◆ Problem details
Could you print the entries below exactly, starting at the line that contains "middle tip: (285, 211)" and stopping after the last one?

-- -- --

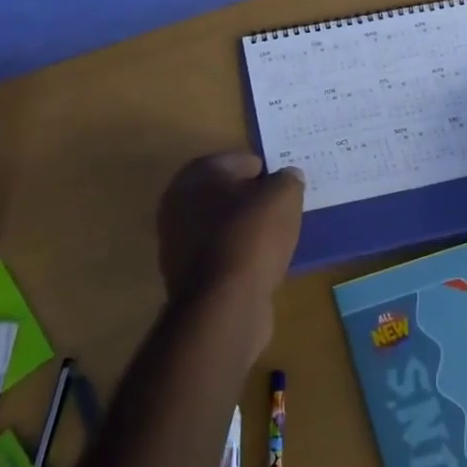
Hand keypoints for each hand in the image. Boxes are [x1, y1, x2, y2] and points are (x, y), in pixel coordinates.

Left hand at [155, 153, 304, 351]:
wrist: (223, 305)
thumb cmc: (251, 237)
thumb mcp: (283, 197)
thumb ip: (288, 180)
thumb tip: (288, 177)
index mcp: (196, 175)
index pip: (240, 161)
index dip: (267, 172)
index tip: (288, 188)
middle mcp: (178, 204)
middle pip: (228, 194)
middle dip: (255, 201)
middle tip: (285, 211)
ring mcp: (178, 242)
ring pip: (224, 226)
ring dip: (248, 230)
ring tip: (279, 239)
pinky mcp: (187, 276)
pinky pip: (223, 255)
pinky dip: (241, 256)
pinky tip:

-- -- --

◆ Exercise answer
middle tip: (285, 211)
ring mcp: (178, 242)
ring pip: (224, 226)
ring dip: (248, 230)
ring tip: (279, 239)
pinky mcp: (187, 276)
pinky pip: (223, 255)
pinky dip: (241, 256)
pinky tip:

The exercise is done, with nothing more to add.